Raphael Wressnig. Photo © Ivan Bandic

Le B3 dans le sang !

• Raphel Wressnig, artiste d’origine autrichienne, est devenu au fil du temps un spécialiste reconnu des claviers et en particulier de l’orgue Hammond B3. Son talent s’accompagne d’un éclectisme étonnant. Il est performant tant dans un jazz bourré de swing (comme le pratiquaient ses mentors Jimmy McGriff ou Jimmy Smith qu’il a eu la chance de rencontrer et dont il a bénéficié des conseils), que dans le blues, le R&B, la soul et le funk. Il passe avec maestria d’un style à l’autre et, souvent, il en fusionne les meilleurs éléments rythmiques et mélodiques. Lumière sur ce musicien hors norme qui brille autant par son talent que par sa joie de vivre, son sourire et sa modestie.

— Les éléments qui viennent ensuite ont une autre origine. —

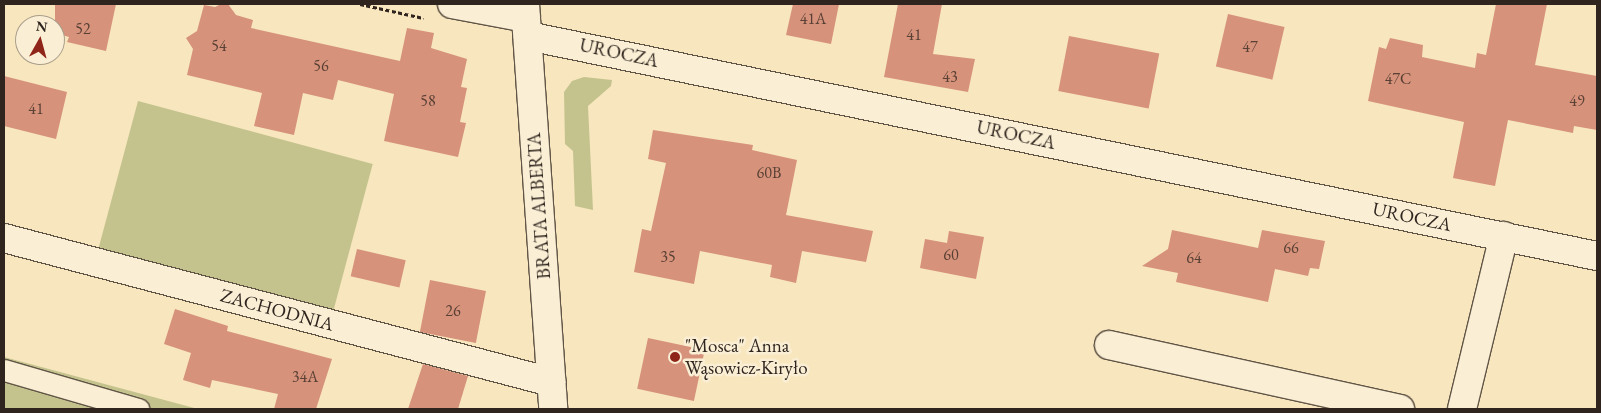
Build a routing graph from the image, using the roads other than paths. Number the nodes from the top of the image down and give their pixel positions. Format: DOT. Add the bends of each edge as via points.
graph roads {
  1 [pos="452,4"];
  2 [pos="526,19"];
  3 [pos="1504,236"];
  4 [pos="4,238"];
  5 [pos="1597,256"];
  6 [pos="1109,345"];
  7 [pos="4,370"];
  8 [pos="550,382"];
  9 [pos="138,409"];
  10 [pos="553,409"];
  11 [pos="1400,409"];
  12 [pos="1462,409"];
  1 -- 2 [label="street, UROCZA"];
  2 -- 3 [label="street, UROCZA"];
  2 -- 8 [label="street, BRATA ALBERTA"];
  3 -- 5 [label="street, UROCZA"];
  3 -- 12 [label="street"];
  4 -- 8 [label="street, ZACHODNIA"];
  6 -- 11 [label="street"];
  7 -- 9 [label="lane"];
  8 -- 10 [label="street, BRATA ALBERTA"];
}
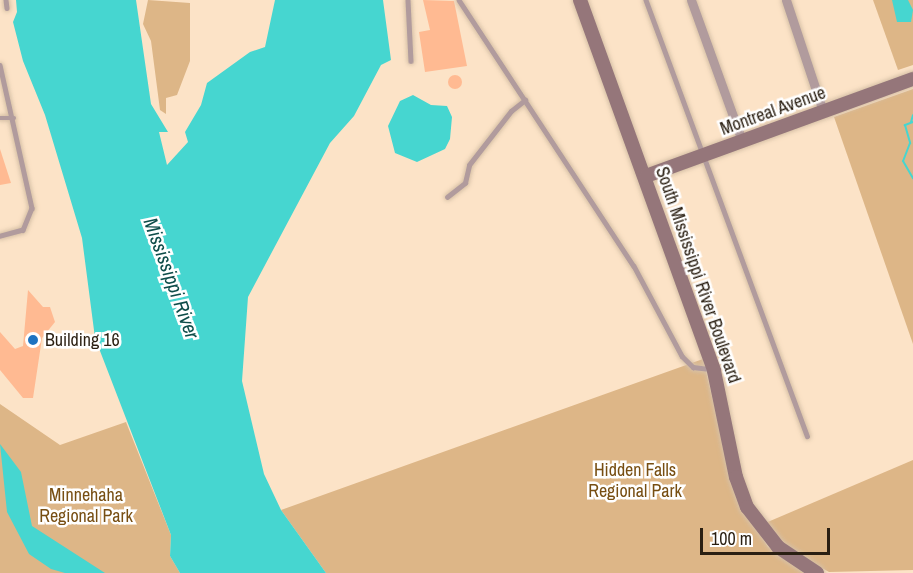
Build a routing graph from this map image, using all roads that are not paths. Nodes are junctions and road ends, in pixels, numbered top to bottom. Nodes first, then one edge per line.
1 (6, 0) edge
2 (408, 0) edge
3 (459, 0) edge
4 (580, 0) edge
5 (646, 0) edge
6 (691, 0) edge
7 (786, 0) edge
8 (7, 8) dead end
9 (411, 61) dead end
10 (0, 65) edge
11 (913, 79) edge
12 (525, 100) junction
13 (823, 111) junction
14 (0, 118) edge
15 (14, 118) junction
16 (742, 141) junction
17 (702, 156) junction
18 (646, 177) junction
19 (447, 197) dead end
20 (0, 236) edge
21 (713, 369) junction
22 (807, 436) dead end
23 (817, 573) edge

1 - 8 lane
2 - 9 lane
3 - 12 lane
4 - 18 street, South Mississippi River Boulevard
5 - 17 lane
6 - 16 street
7 - 13 street
10 - 15 lane
11 - 13 street, Montreal Avenue
12 - 19 lane
12 - 21 lane
13 - 16 street, Montreal Avenue
14 - 15 lane
15 - 20 lane
16 - 17 street, Montreal Avenue
17 - 18 street, Montreal Avenue
17 - 22 lane
18 - 21 street, South Mississippi River Boulevard
21 - 23 street, South Mississippi River Boulevard

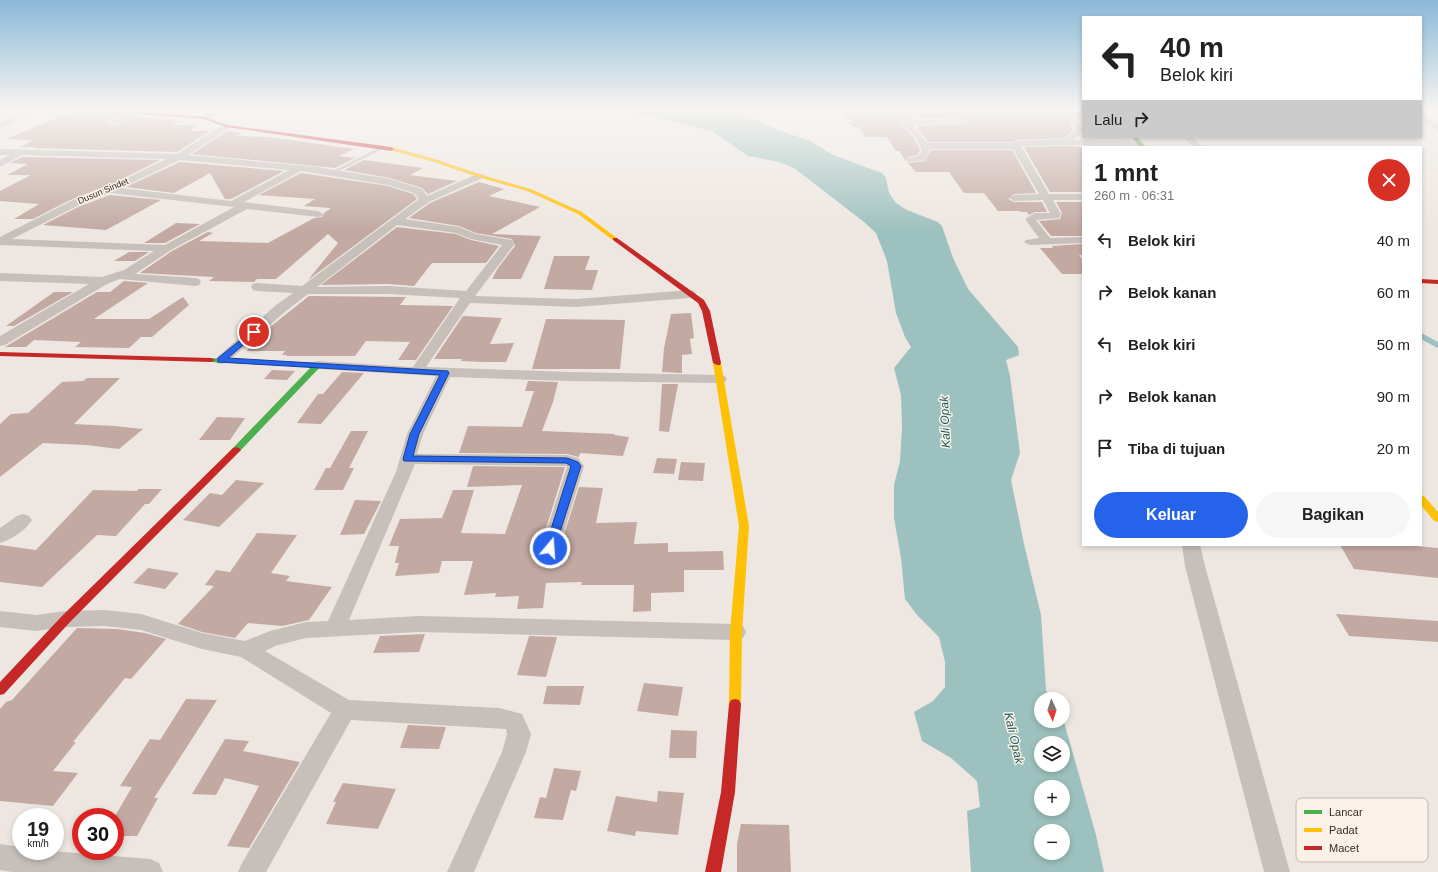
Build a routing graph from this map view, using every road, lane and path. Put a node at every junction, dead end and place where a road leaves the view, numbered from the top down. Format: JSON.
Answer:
{"nodes":[{"id":1,"x":53,"y":151,"type":"edge"},
{"id":2,"x":188,"y":151,"type":"edge"},
{"id":3,"x":377,"y":151,"type":"edge"},
{"id":4,"x":398,"y":151,"type":"edge"},
{"id":5,"x":926,"y":151,"type":"edge"},
{"id":6,"x":1019,"y":151,"type":"edge"},
{"id":7,"x":0,"y":152,"type":"edge"},
{"id":8,"x":21,"y":152,"type":"junction"},
{"id":9,"x":49,"y":153,"type":"junction"},
{"id":10,"x":178,"y":157,"type":"junction"},
{"id":11,"x":912,"y":160,"type":"dead end"},
{"id":12,"x":0,"y":164,"type":"edge"},
{"id":13,"x":300,"y":168,"type":"junction"},
{"id":14,"x":334,"y":172,"type":"junction"},
{"id":15,"x":480,"y":176,"type":"junction"},
{"id":16,"x":109,"y":190,"type":"junction"},
{"id":17,"x":1046,"y":197,"type":"junction"},
{"id":18,"x":1082,"y":197,"type":"edge"},
{"id":19,"x":1014,"y":198,"type":"dead end"},
{"id":20,"x":425,"y":200,"type":"junction"},
{"id":21,"x":233,"y":204,"type":"junction"},
{"id":22,"x":246,"y":205,"type":"junction"},
{"id":23,"x":318,"y":214,"type":"dead end"},
{"id":24,"x":394,"y":221,"type":"junction"},
{"id":25,"x":1046,"y":240,"type":"junction"},
{"id":26,"x":1082,"y":240,"type":"edge"},
{"id":27,"x":0,"y":242,"type":"edge"},
{"id":28,"x":1030,"y":242,"type":"dead end"},
{"id":29,"x":167,"y":248,"type":"junction"},
{"id":30,"x":121,"y":276,"type":"junction"},
{"id":31,"x":0,"y":277,"type":"edge"},
{"id":32,"x":102,"y":281,"type":"junction"},
{"id":33,"x":1422,"y":281,"type":"edge"},
{"id":34,"x":195,"y":282,"type":"dead end"},
{"id":35,"x":1438,"y":282,"type":"edge"},
{"id":36,"x":257,"y":287,"type":"dead end"},
{"id":37,"x":305,"y":290,"type":"junction"},
{"id":38,"x":690,"y":294,"type":"junction"},
{"id":39,"x":468,"y":297,"type":"junction"},
{"id":40,"x":0,"y":342,"type":"edge"},
{"id":41,"x":0,"y":354,"type":"edge"},
{"id":42,"x":221,"y":360,"type":"junction"},
{"id":43,"x":318,"y":365,"type":"junction"},
{"id":44,"x":416,"y":372,"type":"junction"},
{"id":45,"x":445,"y":373,"type":"junction"},
{"id":46,"x":720,"y":379,"type":"junction"},
{"id":47,"x":408,"y":459,"type":"junction"},
{"id":48,"x":1422,"y":499,"type":"edge"},
{"id":49,"x":1438,"y":519,"type":"edge"},
{"id":50,"x":23,"y":520,"type":"dead end"},
{"id":51,"x":0,"y":537,"type":"edge"},
{"id":52,"x":1191,"y":546,"type":"edge"},
{"id":53,"x":550,"y":548,"type":"dead end"},
{"id":54,"x":0,"y":619,"type":"edge"},
{"id":55,"x":66,"y":619,"type":"junction"},
{"id":56,"x":334,"y":629,"type":"junction"},
{"id":57,"x":736,"y":632,"type":"junction"},
{"id":58,"x":246,"y":650,"type":"junction"},
{"id":59,"x":0,"y":690,"type":"edge"},
{"id":60,"x":345,"y":710,"type":"junction"},
{"id":61,"x":0,"y":857,"type":"edge"},
{"id":62,"x":149,"y":872,"type":"edge"},
{"id":63,"x":251,"y":872,"type":"edge"},
{"id":64,"x":460,"y":872,"type":"edge"},
{"id":65,"x":713,"y":872,"type":"edge"},
{"id":66,"x":1276,"y":872,"type":"edge"}],
"edges":[{"from":1,"to":9,"type":"street"},
{"from":2,"to":10,"type":"street","name":"Dusun Sindet"},
{"from":3,"to":14,"type":"lane"},
{"from":4,"to":15,"type":"street"},
{"from":5,"to":11,"type":"street"},
{"from":6,"to":17,"type":"street"},
{"from":7,"to":8,"type":"street"},
{"from":8,"to":9,"type":"street"},
{"from":8,"to":12,"type":"street"},
{"from":9,"to":10,"type":"street"},
{"from":10,"to":13,"type":"street"},
{"from":10,"to":16,"type":"street","name":"Dusun Sindet"},
{"from":13,"to":14,"type":"street"},
{"from":13,"to":21,"type":"street"},
{"from":14,"to":20,"type":"street"},
{"from":15,"to":20,"type":"street"},
{"from":15,"to":38,"type":"street"},
{"from":16,"to":21,"type":"street"},
{"from":16,"to":27,"type":"street","name":"Dusun Sindet"},
{"from":17,"to":18,"type":"street"},
{"from":17,"to":19,"type":"street"},
{"from":17,"to":25,"type":"street"},
{"from":20,"to":24,"type":"street"},
{"from":21,"to":22,"type":"street"},
{"from":22,"to":23,"type":"street"},
{"from":22,"to":29,"type":"street"},
{"from":24,"to":37,"type":"street"},
{"from":24,"to":39,"type":"street"},
{"from":25,"to":26,"type":"street"},
{"from":25,"to":28,"type":"street"},
{"from":27,"to":29,"type":"street"},
{"from":29,"to":30,"type":"street"},
{"from":30,"to":32,"type":"street"},
{"from":30,"to":34,"type":"street"},
{"from":31,"to":32,"type":"street"},
{"from":32,"to":40,"type":"street"},
{"from":33,"to":35,"type":"street"},
{"from":36,"to":37,"type":"street"},
{"from":37,"to":39,"type":"street"},
{"from":37,"to":42,"type":"street"},
{"from":38,"to":39,"type":"street"},
{"from":38,"to":46,"type":"street"},
{"from":39,"to":44,"type":"street"},
{"from":41,"to":42,"type":"street"},
{"from":42,"to":43,"type":"street"},
{"from":43,"to":44,"type":"street"},
{"from":43,"to":55,"type":"street"},
{"from":44,"to":45,"type":"street"},
{"from":45,"to":46,"type":"street"},
{"from":45,"to":47,"type":"street"},
{"from":46,"to":57,"type":"street"},
{"from":47,"to":53,"type":"street"},
{"from":47,"to":56,"type":"street"},
{"from":48,"to":49,"type":"street"},
{"from":50,"to":51,"type":"street"},
{"from":52,"to":66,"type":"street"},
{"from":54,"to":55,"type":"street"},
{"from":55,"to":58,"type":"street"},
{"from":55,"to":59,"type":"street"},
{"from":56,"to":57,"type":"street"},
{"from":56,"to":58,"type":"street"},
{"from":57,"to":65,"type":"street"},
{"from":58,"to":60,"type":"street"},
{"from":60,"to":63,"type":"street"},
{"from":60,"to":64,"type":"street"},
{"from":61,"to":62,"type":"street"}]}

Raphael Wressnig est un véritable globe-trotter et son bagage musical s’est fortement enrichi grâce à ses rencontres avec un nombre important de musiciens dont il a partagé les expériences de composition et d’interprétation comme le montre sa discographie impressionnante avec des partenaires comme Larry Garner, Enrico Crivellaro, Alex Schultz, James Gadson… et des pointures de New Orleans comme John Cleary, George Porter Jr., Stanton Moore, Walter Wolfman Washington et beaucoup d’autres encore. Son aisance et son savoir-faire dans le blues, le jazz, la soul et le funk lui ont au fil du temps apporté l’attention soutenue et l’approbation de tous les critiques musicaux et des amateurs.

Raphael Wressnig. Photo © Mirjam Koch

Il a également eu de multiples nominations depuis plus de dix ans avec, à titre d’exemple, sa désignation chaque année comme Best Organ Player of the Year par les critiques du magazine Down Beat ainsi que dans les Readers Polls du même magazine. Il considère son tout dernier album – « Soulful Christmas with A Funky Twist » (chroniqué dans ABS n°84) – comme sa meilleure réussite à ce jour, en précisant ceci : « Beaucoup de gens n’aiment pas la musique de Noël, trop typée… C’est donc un fameux obstacle à surmonter et il faut y mettre le paquet pour faire passer ce sujet et faire adopter le résultat. Pourtant c’est entièrement de la soul music et j’aime énormément jouer ce genre de musique avec mes ingrédients habituels et personnels,soul et funk, mais aussi blues et jazz ».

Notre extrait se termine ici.